Cuando hablamos de maltrato infantil, solemos pensar en golpes, en gritos, en abandono. Pero es necesario ampliar la mirada. El maltrato también se manifiesta en la negligencia emocional, en la ausencia de escucha, en la sobrecarga de responsabilidades que impiden a niños y niñas vivir su niñez con dignidad. Se expresa, además, en las desigualdades estructurales que afectan de manera particular a las niñas y adolescentes, especialmente aquellas que viven en contextos de pobreza, exclusión social o violencia de género.
La perspectiva de género es imprescindible para comprender cómo las violencias hacia la infancia operan de manera diferenciada. Las niñas y adolescentes son desproporcionadamente víctimas de abuso sexual, explotación y matrimonios forzados. En muchos contextos, se les exige un comportamiento “maduro” y “responsable”, mientras que sus pares varones reciben indulgencias bajo el amparo de una masculinidad que normaliza la agresión y la falta de afectividad. Esta doble moral no solo reproduce estereotipos, sino que perpetúa dinámicas de poder profundamente injustas.

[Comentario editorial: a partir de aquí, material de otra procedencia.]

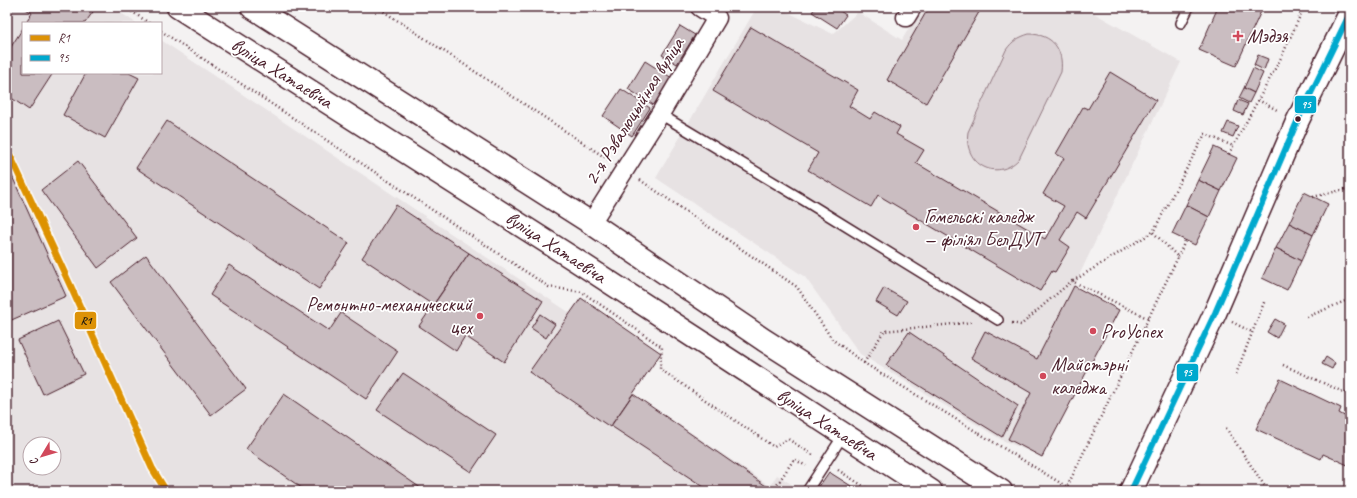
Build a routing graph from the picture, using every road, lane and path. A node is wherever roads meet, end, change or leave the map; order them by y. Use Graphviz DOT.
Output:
graph roads {
  1 [pos="125,7"];
  2 [pos="178,7"];
  3 [pos="252,7"];
  4 [pos="377,7"];
  5 [pos="700,7"];
  6 [pos="1189,7"];
  7 [pos="1304,7"];
  8 [pos="718,12"];
  9 [pos="1350,13"];
  10 [pos="148,22"];
  11 [pos="1181,24"];
  12 [pos="162,32"];
  13 [pos="660,114"];
  14 [pos="1233,146"];
  15 [pos="1229,154"];
  16 [pos="624,170"];
  17 [pos="1350,188"];
  18 [pos="1314,197"];
  19 [pos="591,223"];
  20 [pos="1153,232"];
  21 [pos="1185,241"];
  22 [pos="1178,257"];
  23 [pos="1072,281"];
  24 [pos="1265,300"];
  25 [pos="1350,300"];
  26 [pos="1307,317"];
  27 [pos="1149,319"];
  28 [pos="998,320"];
  29 [pos="864,363"];
  30 [pos="1283,365"];
  31 [pos="1236,374"];
  32 [pos="1350,395"];
  33 [pos="1226,428"];
  34 [pos="844,434"];
  35 [pos="826,463"];
  36 [pos="818,474"];
  37 [pos="1198,485"];
  38 [pos="773,491"];
  39 [pos="807,491"];
  40 [pos="871,491"];
  41 [pos="931,491"];
  42 [pos="1001,491"];
  43 [pos="1131,491"];
  44 [pos="1201,491"];
  45 [pos="1268,491"];
  1 -- 10 [label="path"];
  2 -- 34 [label="main road, вуліца Хатаевіча"];
  3 -- 19 [label="main road, вуліца Хатаевіча"];
  4 -- 16 [label="path"];
  5 -- 8 [label="street, 2-я Рэвалюцыйная вуліца"];
  6 -- 11 [label="lane"];
  7 -- 14 [label="path"];
  8 -- 13 [label="street, 2-я Рэвалюцыйная вуліца"];
  9 -- 43 [label="main road"];
  12 -- 35 [label="path"];
  13 -- 16 [label="street, 2-я Рэвалюцыйная вуліца"];
  13 -- 28 [label="lane"];
  14 -- 15 [label="path"];
  14 -- 20 [label="path"];
  16 -- 19 [label="street, 2-я Рэвалюцыйная вуліца"];
  16 -- 29 [label="path"];
  17 -- 18 [label="path"];
  19 -- 42 [label="main road, вуліца Хатаевіча"];
  20 -- 22 [label="path"];
  20 -- 23 [label="path"];
  21 -- 22 [label="path"];
  22 -- 27 [label="path"];
  23 -- 27 [label="path"];
  23 -- 28 [label="path"];
  24 -- 31 [label="path"];
  25 -- 26 [label="path"];
  27 -- 29 [label="path"];
  28 -- 29 [label="path"];
  30 -- 32 [label="path"];
  33 -- 45 [label="path"];
  34 -- 35 [label="lane"];
  34 -- 41 [label="main road, вуліца Хатаевіча"];
  35 -- 36 [label="lane"];
  35 -- 40 [label="path"];
  36 -- 38 [label="path"];
  36 -- 39 [label="lane"];
  37 -- 44 [label="path"];
}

Asimismo, es urgente reconocer el impacto del adultocentrismo, esa estructura social que invisibiliza las voces y derechos de la infancia, relegándola al lugar de la obediencia y la dependencia absoluta. Los niños y niñas no son ciudadanos del futuro: son sujetos de derecho en el presente. Su voz debe ser tenida en cuenta en los procesos que les afectan, y su bienestar debe estar en el centro de todas las decisiones políticas, educativas y sociales.
En el ámbito de la protección, como profesionales, debemos hacer autocrítica. ¿Estamos escuchando de verdad? ¿Estamos siendo coherentes con el enfoque de derechos que decimos sostener? ¿Qué lugar ocupan el consentimiento, la autonomía progresiva y la reparación del daño en nuestras intervenciones? No basta con proteger; es necesario transformar.
Hoy, más que nunca, necesitamos políticas públicas con perspectiva de género e infancia, profesionales sensibilizados y formados, familias acompañadas y comunidades implicadas en la corresponsabilidad del cuidado. Pero, sobre todo, necesitamos una sociedad que no tolere ni una forma más de violencia contra niños y niñas, que se indigne, que actúe, que no calle.
Porque proteger la infancia no es una opción: es un deber ético, político y humano. Y no hay verdadera justicia social sin una infancia libre de violencia.